All of this is glossed over or minimized into the background because the episode focuses on the character whose episode and flashback this is (Sun, the Korean woman with a Mafia father). Not that the focus shouldn’t have been on Sun, or that the story is done poorly (it is rather excellent), but I think the decision to negate Jack’s character development is a fatal mistake. It is this decision, I think, that creates the first crack in the integrity of the show. How can you take anything the characters do seriously, when their actions will be rendered meaningless in the next episode?

It’s hardly an immediately devastating blow. You keep expecting Jack to get back on track as a character, and you don’t have enough episodes under the belt to form any context. But it begins a precedent that the show never recovers from, and in fact grows steadily worse as the seasons drag on. By the end of the third season, every character on the show has experienced life-altering moments, made what should be irrevocable choices, or acted in ways that would get them clobbered by any reasonable group of people, only to return to the same person they were when they first came to the island. As a side effect, the things that these characters interact with also become meaningless. The ghost of Jack’s father? Never seen again and never explained. Locke’s mystical explanation for the island? Never followed up or referred to again. The cave? Abandoned at the end of the first season for no real reason. The water source? Tarps magically appear and are turned into rain collectors by invisible servants. The things in “White Rabbit” may as well have never appeared, for all the importance they had.

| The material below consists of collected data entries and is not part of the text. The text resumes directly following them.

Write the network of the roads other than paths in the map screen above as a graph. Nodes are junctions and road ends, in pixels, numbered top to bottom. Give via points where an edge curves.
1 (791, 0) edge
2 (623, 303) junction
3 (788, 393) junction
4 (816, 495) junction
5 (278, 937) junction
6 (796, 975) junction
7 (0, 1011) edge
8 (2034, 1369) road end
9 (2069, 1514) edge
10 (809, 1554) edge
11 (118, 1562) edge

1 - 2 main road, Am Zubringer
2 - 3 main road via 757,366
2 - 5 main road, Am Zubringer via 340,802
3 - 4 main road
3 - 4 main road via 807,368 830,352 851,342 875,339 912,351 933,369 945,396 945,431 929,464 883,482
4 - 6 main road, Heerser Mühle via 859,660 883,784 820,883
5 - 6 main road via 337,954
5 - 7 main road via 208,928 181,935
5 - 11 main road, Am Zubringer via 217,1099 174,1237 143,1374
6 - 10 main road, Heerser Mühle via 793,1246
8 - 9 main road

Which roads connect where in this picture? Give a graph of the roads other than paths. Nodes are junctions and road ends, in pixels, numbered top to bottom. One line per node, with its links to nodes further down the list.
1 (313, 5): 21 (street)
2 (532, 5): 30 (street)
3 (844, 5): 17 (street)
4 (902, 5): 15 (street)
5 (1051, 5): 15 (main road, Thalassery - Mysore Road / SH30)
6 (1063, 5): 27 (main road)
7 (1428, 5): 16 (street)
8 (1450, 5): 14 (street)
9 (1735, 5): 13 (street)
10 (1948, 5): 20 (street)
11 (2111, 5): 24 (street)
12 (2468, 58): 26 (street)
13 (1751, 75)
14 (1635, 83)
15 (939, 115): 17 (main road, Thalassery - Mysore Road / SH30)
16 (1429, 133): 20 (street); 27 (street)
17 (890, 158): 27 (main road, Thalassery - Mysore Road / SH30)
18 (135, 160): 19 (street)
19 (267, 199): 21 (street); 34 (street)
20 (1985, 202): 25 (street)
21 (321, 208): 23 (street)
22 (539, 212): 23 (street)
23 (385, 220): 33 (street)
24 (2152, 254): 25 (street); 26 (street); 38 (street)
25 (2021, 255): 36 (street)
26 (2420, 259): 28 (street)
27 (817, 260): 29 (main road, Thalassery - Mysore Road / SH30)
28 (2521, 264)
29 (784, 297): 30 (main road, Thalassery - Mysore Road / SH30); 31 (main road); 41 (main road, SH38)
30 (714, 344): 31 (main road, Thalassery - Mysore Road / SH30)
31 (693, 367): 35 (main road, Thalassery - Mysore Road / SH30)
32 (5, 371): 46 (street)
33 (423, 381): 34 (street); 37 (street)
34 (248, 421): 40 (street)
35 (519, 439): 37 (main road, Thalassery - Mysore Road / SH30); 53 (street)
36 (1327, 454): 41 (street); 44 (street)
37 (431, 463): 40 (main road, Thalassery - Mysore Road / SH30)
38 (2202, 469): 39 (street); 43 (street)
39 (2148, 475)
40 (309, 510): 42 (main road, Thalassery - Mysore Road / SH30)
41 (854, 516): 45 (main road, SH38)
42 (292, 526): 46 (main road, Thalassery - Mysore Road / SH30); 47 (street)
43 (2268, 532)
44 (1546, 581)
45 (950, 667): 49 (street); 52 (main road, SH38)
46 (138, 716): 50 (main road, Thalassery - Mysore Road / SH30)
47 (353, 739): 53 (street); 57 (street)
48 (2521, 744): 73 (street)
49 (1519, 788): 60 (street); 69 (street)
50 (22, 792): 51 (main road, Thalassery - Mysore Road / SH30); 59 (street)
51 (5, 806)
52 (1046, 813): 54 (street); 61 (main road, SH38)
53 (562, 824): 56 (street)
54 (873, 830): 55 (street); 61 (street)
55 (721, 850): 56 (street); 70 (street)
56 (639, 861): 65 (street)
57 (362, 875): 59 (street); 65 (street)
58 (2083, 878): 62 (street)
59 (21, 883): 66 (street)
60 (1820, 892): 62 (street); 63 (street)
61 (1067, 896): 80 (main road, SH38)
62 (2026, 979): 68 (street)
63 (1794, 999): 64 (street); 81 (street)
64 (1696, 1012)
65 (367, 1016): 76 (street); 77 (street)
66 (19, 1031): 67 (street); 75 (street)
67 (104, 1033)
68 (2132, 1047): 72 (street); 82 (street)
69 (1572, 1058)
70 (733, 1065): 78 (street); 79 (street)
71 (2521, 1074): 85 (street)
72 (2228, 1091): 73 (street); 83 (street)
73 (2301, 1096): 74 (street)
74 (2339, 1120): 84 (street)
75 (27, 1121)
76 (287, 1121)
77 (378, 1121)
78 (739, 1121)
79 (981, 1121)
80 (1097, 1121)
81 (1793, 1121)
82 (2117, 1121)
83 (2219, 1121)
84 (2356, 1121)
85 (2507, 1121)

That, I think, is my fundamental problem with the show, and why I refuse to watch it anymore. Nothing matters. Nobody changes. I’m not sure that the puzzles even mean anything, if they exist. I’m still waiting, three years later, for Jack to fulfill the promise he showed in “White Rabbit” (among many other numerous stalled storylines). You could fit the character development of the entire cast in about six episodes, even though there have been over seventy episodes now! Everyone is still stuck in the “I can’t get over my issues” phase of the heroic journey, and consequently all we get is the characters eating dirt instead of facing consequences.

It’s a problem I think has become particularly endemic in today’s television programs. Networks make money off of shows that they can milk long term. They are afraid that if they have actual long-term storylines that resolve themselves, they’ll lose the audience share they are milking for ratings. The result in recent years seems to be a preponderance of what I call the “false tension rollback”. You build up a massive conflict in an episode with promises of major consequences, only to back down at the last minute, then spend the rest of the episode explaining how the characters got to that point. I’ve seen a lot of “promises” from Lost in the last two years, none of which have delivered.

Broken promises. Broken heart. These boots were made for walkin’.